128 F. Supp. 3d 792
S.D.N.Y.2015Background
- Multiple institutional investors opted out of the certified AIG securities class settlement and filed individual actions alleging materially false statements and omissions by AIG and certain officers about AIG’s CDS/CDO exposure during March 16, 2006–September 16, 2008, culminating in the September 2008 government bailout.
- The Individual Complaints largely track the consolidated class complaint and assert claims under Section 10(b)/Rule 10b-5, Section 20(a) (Exchange Act), Sections 11, 12(a)(2), and 15 (Securities Act), and various state-law fraud/unjust enrichment counts.
- Defendants moved to dismiss on several grounds: Securities Act three‑year statute of repose, Exchange Act five‑year statute of repose, SLUSA preclusion of state-law claims, Rule 9(b) pleading failures, and that AIGFP officers Cassano and Forster were not the “makers” of AIG statements (Janus issue).
- The court treated the motions omnibusly and applied Twombly/Iqbal pleading standards and the heightened Rule 9(b) standard for fraud claims.
- Rulings summarized: all Securities Act (Sections 11/12/15) claims dismissed as time‑barred by Section 13; many Exchange Act claims dismissed to the extent they rest on statements older than five years before filing (some complaints dismissed in full); state-law claims dismissed as precluded by SLUSA; and claims against Cassano and Forster based on AIG-issued statements dismissed for failure to plead that they were the “makers.”
Issues
| Issue | Plaintiff's Argument | Defendant's Argument | Held |
|---|---|---|---|
| Are Securities Act claims time‑barred by the 3‑year statute of repose (15 U.S.C. § 77m)? | Class filing tolled or served as the operative commencement date; American Pipe should apply. | Section 13’s repose is absolute; American Pipe tolling does not extend to statutes of repose (IndyMac). | Securities Act claims dismissed as untimely (last effective registration May 12, 2008; repose expired May 12, 2011). |
| Are Exchange Act (§10(b)/Rule 10b‑5) claims time‑barred by the 5‑year statute of repose (28 U.S.C. § 1658(b))? | The statute should run from the end of the fraudulent scheme (Sept. 16, 2008) or be tolled by the class action. | Repose runs from each misstatement; continuing‑violation or tolling doctrines cannot extend repose (IndyMac/Lampf). | Claims time‑barred to the extent based on statements more than five years before each filing; some complaints dismissed in full (e.g., GIC). |
| Do SLUSA provisions preclude Plaintiffs’ state common‑law fraud and unjust enrichment claims? | These are individual opt‑outs and not a "covered class action." | The opt‑outs are coordinated with the class action, share common questions, and proceeded as a single action for purposes of pretrial coordination — SLUSA applies. | State-law claims dismissed under SLUSA (coordinated/related litigation treated as a covered class action). |
| Can AIGFP officers Cassano and Forster be held liable for AIG’s public statements? (Janus maker‑of‑statement issue) | Group pleading and allegations that Cassano/Forster controlled AIGFP and information flow suffice to impute responsibility for AIG statements. | Under Janus, a ‘‘maker’’ is the person with ultimate authority over a statement’s content; AIGFP officers did not have ultimate authority over AIG’s statements. | Claims against Cassano and Forster based on statements issued by AIG dismissed for failure to plausibly allege they were the makers. |
Key Cases Cited
- Bell Atlantic Corp. v. Twombly, 550 U.S. 544 (pleading must state plausible claim)
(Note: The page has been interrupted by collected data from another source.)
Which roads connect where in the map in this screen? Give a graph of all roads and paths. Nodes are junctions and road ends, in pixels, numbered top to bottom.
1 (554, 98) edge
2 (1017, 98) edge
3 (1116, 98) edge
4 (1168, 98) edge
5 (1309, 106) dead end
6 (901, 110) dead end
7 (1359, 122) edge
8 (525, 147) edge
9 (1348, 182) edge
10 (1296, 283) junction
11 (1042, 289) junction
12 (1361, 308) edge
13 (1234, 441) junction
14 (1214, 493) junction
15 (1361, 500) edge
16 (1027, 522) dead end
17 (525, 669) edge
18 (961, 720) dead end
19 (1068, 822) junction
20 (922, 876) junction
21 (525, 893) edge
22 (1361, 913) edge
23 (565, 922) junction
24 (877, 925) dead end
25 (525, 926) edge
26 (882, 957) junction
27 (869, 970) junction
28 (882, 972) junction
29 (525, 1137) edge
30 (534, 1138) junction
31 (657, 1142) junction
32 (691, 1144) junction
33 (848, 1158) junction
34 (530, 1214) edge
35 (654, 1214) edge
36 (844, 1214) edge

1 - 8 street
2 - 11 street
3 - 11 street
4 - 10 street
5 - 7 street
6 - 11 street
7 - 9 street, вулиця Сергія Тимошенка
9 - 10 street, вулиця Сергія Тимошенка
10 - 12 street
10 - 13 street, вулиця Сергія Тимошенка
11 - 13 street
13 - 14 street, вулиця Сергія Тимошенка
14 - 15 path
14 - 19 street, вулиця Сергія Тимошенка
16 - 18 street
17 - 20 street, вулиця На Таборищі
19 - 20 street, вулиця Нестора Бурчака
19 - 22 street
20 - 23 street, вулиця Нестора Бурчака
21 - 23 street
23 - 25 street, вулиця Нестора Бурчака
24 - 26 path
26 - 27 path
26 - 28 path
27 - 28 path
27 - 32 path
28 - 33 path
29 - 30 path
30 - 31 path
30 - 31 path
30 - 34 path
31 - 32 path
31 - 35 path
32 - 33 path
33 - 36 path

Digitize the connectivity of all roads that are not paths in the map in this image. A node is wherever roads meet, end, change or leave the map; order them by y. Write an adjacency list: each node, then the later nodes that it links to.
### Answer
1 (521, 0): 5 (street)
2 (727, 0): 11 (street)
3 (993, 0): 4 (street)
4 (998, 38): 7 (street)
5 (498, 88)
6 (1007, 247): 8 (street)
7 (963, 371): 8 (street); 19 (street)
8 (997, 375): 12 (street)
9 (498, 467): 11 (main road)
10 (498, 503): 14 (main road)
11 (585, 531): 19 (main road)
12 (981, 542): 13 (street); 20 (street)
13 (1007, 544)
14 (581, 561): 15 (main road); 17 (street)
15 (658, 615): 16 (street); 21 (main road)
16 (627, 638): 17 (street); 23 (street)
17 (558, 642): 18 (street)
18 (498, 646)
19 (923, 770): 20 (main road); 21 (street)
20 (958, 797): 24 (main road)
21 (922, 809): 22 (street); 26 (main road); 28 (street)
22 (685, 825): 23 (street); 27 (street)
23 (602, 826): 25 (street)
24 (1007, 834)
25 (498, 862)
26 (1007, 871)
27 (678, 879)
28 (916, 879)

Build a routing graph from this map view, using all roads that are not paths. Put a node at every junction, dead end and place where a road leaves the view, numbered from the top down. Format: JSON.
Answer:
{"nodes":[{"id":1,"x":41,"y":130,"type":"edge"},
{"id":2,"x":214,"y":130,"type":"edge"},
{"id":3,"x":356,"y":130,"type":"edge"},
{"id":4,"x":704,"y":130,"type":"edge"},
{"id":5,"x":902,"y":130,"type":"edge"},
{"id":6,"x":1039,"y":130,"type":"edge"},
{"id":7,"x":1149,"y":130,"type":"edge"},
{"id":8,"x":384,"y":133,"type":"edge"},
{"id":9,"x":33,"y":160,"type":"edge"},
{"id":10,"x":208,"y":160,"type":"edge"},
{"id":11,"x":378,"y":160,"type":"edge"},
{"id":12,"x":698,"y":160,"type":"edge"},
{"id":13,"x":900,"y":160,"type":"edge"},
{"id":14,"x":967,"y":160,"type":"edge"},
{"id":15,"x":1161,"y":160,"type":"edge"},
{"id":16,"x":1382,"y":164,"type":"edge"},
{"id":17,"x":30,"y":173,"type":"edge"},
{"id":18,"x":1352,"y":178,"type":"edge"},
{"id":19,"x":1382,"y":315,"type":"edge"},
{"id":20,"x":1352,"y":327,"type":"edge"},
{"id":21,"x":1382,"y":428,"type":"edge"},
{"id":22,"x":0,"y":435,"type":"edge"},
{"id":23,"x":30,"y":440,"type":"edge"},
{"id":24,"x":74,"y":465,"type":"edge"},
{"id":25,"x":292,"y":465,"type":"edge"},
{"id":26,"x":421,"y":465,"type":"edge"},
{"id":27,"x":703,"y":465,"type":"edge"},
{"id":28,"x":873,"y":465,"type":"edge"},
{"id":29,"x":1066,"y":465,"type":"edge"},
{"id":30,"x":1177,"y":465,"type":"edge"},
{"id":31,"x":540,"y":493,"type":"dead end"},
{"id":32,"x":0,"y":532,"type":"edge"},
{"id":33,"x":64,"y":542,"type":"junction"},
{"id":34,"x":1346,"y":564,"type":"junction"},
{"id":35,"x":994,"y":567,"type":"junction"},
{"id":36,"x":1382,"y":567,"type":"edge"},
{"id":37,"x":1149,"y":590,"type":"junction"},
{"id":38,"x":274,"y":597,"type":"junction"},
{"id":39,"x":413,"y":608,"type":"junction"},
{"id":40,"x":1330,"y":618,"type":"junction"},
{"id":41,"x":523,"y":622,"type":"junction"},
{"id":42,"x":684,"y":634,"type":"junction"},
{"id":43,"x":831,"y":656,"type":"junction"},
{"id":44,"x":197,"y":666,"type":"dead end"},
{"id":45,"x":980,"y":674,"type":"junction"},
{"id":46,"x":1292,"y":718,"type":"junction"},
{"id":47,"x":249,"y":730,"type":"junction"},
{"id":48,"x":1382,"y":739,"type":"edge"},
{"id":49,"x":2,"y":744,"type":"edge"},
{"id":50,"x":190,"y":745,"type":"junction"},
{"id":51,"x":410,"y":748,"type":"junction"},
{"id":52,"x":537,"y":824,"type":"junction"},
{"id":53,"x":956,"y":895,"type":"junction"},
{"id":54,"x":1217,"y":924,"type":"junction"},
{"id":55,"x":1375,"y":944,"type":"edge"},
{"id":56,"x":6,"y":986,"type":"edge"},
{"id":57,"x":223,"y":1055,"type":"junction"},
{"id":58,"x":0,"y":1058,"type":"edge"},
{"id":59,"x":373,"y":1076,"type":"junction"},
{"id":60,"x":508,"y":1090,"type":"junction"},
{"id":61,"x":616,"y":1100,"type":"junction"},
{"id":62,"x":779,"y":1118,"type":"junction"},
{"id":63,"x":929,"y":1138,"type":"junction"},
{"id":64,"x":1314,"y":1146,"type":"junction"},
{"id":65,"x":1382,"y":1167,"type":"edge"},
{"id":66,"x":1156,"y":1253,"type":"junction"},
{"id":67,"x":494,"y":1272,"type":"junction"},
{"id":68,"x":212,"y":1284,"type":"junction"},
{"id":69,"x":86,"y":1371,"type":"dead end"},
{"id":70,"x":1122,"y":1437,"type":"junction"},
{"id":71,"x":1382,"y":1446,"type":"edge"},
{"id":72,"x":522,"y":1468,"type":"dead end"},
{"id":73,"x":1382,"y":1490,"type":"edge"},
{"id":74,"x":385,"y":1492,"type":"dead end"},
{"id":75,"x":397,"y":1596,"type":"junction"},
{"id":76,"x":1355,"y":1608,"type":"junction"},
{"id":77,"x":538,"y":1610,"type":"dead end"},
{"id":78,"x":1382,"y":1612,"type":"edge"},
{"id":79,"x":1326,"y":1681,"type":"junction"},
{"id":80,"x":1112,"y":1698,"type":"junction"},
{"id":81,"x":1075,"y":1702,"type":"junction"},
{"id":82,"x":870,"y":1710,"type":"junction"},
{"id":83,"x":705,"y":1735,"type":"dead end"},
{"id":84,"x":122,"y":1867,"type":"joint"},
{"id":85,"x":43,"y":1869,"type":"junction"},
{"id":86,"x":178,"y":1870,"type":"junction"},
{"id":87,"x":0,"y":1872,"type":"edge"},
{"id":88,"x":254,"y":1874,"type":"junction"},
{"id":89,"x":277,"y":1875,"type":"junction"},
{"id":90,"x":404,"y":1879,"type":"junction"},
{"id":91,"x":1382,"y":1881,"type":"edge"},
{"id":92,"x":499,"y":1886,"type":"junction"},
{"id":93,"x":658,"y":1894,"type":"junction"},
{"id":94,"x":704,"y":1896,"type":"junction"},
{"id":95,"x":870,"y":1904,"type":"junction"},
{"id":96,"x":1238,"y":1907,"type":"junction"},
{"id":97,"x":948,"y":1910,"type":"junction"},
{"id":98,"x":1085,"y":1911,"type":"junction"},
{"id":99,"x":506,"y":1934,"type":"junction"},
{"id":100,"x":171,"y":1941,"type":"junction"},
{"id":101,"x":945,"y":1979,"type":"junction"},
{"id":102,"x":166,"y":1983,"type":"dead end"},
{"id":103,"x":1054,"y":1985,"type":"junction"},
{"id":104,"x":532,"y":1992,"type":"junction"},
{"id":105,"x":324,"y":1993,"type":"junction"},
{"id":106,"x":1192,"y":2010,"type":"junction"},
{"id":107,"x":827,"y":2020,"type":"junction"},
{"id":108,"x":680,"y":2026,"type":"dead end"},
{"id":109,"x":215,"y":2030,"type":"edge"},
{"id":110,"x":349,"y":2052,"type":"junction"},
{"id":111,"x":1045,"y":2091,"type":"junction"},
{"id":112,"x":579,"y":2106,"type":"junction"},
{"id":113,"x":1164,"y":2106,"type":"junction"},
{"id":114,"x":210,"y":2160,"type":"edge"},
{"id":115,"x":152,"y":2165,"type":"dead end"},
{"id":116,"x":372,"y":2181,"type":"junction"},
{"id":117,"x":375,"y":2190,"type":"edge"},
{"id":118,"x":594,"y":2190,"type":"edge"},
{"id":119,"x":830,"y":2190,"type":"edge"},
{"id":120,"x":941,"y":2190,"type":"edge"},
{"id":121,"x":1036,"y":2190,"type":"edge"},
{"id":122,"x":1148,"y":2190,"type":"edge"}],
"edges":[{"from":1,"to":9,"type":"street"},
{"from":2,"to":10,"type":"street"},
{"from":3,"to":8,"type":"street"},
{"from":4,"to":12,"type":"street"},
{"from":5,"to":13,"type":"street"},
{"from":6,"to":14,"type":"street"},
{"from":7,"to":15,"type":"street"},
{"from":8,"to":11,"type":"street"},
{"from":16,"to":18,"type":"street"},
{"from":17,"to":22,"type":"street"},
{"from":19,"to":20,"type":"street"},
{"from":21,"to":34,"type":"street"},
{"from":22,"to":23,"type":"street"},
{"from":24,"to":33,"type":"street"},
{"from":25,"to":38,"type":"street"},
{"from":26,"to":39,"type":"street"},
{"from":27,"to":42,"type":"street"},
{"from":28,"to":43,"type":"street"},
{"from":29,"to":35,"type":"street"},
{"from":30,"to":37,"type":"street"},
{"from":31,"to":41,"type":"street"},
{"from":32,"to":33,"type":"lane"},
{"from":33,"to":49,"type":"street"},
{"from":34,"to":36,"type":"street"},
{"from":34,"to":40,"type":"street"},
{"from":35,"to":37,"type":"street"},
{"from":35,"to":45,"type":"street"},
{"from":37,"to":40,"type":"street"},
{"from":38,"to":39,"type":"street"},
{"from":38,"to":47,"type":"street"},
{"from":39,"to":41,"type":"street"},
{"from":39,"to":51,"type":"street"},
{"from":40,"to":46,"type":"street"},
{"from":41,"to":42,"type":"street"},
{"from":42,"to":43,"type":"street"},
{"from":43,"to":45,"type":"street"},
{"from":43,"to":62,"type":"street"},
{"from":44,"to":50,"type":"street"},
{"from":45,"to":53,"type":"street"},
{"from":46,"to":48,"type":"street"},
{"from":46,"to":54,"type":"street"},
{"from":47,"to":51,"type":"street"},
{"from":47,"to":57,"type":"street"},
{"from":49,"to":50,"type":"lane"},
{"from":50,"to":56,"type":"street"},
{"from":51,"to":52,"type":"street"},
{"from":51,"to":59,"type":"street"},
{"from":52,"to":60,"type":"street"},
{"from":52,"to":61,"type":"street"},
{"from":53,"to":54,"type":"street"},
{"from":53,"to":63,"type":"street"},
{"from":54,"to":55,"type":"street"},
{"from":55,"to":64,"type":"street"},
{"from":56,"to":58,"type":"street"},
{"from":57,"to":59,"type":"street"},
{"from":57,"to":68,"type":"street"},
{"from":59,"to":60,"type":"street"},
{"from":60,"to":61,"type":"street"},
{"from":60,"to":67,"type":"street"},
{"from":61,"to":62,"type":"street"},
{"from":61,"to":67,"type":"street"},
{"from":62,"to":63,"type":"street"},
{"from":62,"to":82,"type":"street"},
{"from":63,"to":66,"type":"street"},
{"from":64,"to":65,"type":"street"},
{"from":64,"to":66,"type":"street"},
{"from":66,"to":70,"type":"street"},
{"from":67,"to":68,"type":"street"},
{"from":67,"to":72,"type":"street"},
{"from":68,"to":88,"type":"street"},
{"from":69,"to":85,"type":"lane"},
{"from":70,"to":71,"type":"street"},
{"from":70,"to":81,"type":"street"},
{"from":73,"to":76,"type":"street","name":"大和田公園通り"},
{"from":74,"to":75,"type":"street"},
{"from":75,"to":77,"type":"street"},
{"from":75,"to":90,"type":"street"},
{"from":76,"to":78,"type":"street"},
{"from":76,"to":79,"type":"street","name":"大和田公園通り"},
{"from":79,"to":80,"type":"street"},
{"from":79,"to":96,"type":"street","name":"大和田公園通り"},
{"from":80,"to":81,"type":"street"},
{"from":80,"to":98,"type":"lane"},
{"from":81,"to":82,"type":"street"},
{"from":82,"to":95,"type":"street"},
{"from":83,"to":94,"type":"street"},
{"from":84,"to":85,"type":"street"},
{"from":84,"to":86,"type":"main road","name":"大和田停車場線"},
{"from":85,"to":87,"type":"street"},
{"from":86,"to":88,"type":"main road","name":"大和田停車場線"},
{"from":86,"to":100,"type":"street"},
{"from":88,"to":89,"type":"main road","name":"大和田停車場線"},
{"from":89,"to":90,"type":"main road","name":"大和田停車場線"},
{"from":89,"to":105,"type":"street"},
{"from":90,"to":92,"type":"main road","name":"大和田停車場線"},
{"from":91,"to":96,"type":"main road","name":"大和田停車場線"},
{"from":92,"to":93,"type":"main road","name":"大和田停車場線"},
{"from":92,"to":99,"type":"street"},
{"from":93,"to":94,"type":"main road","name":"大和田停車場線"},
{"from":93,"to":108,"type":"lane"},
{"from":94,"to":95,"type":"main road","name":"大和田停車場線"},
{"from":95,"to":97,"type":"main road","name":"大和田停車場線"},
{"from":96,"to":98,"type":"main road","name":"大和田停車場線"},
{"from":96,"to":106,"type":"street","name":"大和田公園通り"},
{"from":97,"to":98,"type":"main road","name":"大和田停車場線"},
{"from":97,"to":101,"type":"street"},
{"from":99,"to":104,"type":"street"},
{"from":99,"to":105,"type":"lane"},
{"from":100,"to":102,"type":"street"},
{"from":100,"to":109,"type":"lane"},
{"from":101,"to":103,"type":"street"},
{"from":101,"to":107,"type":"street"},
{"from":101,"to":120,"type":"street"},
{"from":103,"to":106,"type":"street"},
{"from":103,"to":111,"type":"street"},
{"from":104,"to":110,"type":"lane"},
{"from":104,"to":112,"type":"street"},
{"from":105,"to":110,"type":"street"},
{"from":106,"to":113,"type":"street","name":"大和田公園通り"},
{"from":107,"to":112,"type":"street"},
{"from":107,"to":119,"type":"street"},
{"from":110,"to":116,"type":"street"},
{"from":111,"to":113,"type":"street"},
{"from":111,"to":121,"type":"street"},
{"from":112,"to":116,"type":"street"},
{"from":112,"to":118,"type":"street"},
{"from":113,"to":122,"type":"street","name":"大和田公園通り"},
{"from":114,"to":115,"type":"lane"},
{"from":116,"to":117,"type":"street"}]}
- Ashcroft v. Iqbal, 556 U.S. 662 (courts need not accept conclusory allegations)
- American Pipe & Constr. Co. v. Utah, 414 U.S. 538 (class filing tolls statute of limitations in certain contexts)
- Crown, Cork & Seal Co. v. Parker, 462 U.S. 345 (filing of class action tolls limitations until certification denied)
- Police & Fire Retirement System of Detroit v. IndyMac MBS, Inc., 721 F.3d 95 (2d Cir.) (American Pipe tolling does not extend to Securities Act statute of repose)
- Lampf, Pleva, Lipkind, Prupis & Petigrow v. Gilbertson, 501 U.S. 350 (statute of repose inconsistent with tolling)
- Merck & Co. v. Reynolds, 559 U.S. 633 (statute of repose provides unqualified bar)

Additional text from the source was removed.